Prior to this, there was no cognizance order on record. The Magistrate has every right to defer his opinion from the opinion of the Investigating Officer, on the basis of material on record by passing a speaking order. 10. I have perused the order impugned, which reflects judicial application of mind by the learned Magistrate. Learned Magistrate after assessing the entire material collected during investigation found that Investigating Officer has wrongly submitted charge sheet u/s 323, 324, 325, 504, 506 I.P.C., which was not in consonance with the gravity of offences made out on the basis of material collected during investigation. 11. After appreciated the material on record and the application, learned Magistrate was not in agreement with the opinion formed by the Investigating Officer of the case and has dropped Section 325 I.P.C. and replaced it by Section 326 of I.P.C., in addition to Sections 323, 324, 504, 506 I.P.C. I do not find any illegality or infirmity in the impugned order.
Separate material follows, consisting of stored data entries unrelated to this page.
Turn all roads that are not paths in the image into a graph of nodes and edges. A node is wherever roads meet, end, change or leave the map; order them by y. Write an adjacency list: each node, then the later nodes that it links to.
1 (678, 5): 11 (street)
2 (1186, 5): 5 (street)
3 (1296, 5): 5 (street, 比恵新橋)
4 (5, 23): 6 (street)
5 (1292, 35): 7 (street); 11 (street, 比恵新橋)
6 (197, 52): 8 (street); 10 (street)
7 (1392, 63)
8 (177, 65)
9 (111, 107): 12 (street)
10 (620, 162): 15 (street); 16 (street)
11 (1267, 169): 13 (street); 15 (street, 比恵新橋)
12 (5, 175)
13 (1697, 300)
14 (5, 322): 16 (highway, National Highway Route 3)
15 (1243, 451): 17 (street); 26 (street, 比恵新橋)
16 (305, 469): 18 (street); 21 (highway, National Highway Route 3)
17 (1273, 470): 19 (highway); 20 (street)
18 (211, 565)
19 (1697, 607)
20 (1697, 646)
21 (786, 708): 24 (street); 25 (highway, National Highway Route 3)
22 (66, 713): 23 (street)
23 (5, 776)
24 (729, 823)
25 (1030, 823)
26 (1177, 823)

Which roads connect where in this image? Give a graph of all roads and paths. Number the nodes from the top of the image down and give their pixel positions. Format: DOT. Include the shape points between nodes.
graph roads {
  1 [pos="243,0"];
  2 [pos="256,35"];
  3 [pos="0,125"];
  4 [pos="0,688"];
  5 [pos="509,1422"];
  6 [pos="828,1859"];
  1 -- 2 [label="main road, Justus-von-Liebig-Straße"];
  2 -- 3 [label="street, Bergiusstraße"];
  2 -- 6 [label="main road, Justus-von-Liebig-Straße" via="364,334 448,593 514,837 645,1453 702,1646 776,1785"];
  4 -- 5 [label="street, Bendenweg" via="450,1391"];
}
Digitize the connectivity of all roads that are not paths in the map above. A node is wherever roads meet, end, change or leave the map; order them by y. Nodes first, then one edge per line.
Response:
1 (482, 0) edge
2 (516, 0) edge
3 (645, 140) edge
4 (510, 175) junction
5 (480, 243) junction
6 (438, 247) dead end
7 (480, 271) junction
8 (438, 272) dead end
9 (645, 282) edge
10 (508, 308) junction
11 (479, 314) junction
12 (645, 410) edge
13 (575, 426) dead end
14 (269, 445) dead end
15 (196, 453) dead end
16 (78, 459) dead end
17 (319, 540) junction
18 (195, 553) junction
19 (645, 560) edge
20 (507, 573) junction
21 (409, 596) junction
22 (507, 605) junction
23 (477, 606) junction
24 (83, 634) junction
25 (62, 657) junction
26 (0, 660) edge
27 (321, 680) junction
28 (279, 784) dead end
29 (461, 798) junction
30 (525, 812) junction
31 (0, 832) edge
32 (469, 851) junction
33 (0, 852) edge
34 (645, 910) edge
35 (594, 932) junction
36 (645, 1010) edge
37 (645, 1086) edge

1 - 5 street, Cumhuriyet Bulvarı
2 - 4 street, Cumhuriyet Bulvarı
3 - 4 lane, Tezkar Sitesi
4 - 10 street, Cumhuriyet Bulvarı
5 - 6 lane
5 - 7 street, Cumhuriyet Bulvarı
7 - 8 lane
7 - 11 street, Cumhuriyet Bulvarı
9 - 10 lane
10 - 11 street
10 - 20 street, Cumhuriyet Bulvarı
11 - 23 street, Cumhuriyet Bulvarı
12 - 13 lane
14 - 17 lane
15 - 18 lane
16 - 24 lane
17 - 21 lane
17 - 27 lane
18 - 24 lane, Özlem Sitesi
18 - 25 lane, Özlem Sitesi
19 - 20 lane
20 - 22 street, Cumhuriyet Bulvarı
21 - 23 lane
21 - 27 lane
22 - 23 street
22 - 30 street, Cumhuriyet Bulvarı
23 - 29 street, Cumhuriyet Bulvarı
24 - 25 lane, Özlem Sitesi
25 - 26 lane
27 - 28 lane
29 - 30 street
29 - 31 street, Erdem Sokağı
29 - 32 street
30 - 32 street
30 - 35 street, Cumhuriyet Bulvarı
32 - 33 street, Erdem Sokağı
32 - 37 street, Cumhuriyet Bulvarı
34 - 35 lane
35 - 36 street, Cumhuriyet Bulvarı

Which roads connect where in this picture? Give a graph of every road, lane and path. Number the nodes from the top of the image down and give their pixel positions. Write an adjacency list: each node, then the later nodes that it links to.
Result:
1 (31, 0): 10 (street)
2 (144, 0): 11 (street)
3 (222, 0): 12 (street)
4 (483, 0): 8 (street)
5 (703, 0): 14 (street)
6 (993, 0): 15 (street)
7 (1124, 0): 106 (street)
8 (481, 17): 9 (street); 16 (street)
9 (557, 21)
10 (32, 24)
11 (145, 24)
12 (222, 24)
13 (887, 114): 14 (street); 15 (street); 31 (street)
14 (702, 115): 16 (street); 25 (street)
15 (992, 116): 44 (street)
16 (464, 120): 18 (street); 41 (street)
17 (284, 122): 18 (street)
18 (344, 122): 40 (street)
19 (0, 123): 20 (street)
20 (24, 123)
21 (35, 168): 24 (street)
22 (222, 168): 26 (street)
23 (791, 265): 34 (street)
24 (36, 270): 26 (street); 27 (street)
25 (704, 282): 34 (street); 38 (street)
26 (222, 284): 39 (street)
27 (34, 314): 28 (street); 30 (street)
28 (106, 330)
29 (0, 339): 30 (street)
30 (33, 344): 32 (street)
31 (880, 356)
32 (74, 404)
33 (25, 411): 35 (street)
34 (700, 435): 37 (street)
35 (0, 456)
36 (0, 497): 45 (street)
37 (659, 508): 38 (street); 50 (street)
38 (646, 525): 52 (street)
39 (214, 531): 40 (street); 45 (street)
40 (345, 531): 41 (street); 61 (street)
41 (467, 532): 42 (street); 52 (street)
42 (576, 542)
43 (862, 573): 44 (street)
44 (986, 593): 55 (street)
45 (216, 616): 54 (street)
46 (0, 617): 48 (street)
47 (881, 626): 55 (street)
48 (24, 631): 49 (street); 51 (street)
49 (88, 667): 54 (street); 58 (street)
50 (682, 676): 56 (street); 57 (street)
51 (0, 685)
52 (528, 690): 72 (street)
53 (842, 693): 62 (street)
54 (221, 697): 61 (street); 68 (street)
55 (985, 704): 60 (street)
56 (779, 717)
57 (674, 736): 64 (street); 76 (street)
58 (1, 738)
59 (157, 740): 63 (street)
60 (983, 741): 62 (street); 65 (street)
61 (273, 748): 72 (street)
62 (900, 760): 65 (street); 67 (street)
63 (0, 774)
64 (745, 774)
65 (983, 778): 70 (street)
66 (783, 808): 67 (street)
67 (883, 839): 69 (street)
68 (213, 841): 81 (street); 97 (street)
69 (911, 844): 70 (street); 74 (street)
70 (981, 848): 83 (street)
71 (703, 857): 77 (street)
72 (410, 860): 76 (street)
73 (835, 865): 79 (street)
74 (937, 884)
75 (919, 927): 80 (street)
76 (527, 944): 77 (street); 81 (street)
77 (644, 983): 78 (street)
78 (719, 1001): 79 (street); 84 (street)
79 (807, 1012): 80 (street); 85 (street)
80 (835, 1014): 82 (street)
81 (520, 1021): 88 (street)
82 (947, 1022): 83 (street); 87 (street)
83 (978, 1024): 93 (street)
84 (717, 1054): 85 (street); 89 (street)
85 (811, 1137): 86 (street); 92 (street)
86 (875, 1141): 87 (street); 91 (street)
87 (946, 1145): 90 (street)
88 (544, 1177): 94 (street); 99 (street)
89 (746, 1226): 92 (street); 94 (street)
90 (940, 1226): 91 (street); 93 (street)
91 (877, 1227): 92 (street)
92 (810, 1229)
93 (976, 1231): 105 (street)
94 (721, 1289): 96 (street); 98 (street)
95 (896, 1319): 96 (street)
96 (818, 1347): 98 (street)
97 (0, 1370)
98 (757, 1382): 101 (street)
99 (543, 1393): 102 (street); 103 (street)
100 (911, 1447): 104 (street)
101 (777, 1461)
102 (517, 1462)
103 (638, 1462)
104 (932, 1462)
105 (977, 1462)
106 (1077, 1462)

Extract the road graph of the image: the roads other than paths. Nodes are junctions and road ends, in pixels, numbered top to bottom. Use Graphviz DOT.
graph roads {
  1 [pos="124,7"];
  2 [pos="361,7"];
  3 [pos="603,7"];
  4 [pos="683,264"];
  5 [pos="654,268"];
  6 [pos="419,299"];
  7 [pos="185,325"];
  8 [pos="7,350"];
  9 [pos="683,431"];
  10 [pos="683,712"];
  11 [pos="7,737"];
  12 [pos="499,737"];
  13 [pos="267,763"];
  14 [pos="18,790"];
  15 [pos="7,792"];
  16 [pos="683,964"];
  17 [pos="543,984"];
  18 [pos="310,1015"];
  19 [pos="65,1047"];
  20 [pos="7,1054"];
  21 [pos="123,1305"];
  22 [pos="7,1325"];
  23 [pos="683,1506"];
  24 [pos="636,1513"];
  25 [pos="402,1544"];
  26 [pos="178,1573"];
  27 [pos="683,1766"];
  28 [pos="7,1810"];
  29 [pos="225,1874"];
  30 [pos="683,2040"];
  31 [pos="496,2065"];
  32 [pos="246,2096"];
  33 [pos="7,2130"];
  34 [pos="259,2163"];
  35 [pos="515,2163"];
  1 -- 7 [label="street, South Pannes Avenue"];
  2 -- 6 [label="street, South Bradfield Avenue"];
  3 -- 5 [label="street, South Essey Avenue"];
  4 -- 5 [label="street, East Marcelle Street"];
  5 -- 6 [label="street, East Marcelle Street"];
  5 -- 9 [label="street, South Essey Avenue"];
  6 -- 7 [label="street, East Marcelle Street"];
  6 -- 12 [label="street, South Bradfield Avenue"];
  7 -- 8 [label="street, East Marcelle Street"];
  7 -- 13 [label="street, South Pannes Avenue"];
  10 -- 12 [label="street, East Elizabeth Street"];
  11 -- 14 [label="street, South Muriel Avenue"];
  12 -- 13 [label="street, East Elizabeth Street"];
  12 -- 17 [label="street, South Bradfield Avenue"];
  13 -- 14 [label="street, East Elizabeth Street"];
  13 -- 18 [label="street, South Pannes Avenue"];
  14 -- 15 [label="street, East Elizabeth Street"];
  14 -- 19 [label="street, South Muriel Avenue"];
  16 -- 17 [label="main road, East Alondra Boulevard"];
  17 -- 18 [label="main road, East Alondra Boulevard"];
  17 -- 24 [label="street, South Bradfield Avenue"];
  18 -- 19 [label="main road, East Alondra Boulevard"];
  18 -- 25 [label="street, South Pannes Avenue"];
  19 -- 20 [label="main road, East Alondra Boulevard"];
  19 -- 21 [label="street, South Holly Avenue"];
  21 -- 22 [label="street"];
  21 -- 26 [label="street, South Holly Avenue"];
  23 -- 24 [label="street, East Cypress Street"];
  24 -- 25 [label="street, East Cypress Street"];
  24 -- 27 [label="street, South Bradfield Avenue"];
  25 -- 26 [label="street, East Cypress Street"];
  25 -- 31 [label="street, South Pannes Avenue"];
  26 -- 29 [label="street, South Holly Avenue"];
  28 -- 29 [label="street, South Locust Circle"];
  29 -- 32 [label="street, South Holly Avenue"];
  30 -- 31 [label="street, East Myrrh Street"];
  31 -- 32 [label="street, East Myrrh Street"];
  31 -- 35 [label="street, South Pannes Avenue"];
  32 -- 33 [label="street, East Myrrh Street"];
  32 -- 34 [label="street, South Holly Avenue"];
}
Taking into account the totality of circumstances, I am not inclined to upset the order impugned or substitute the discretion exercised by the learned Magistrate. 12. However, it is given to understand that the revisionists Kamil and Alim have got themselves bailed out in Sections 323, 324, 326, 504, 506 I.P.C., except Yunus, as such, revisionist Yunus is directed to surrender before the court concerned by 15.6.2022 and apply for bail in added Section 326 I.P.C., which shall be heard and decided by the concerned court below on the same day. 13. It is open for the revisionists that after getting themselves bailed out, they may take recourse of the appropriate provisions of the Code of Criminal Procedure at appropriate stage for seeking discharge, if so advised. 14. With the above observation this revision stands disposed off.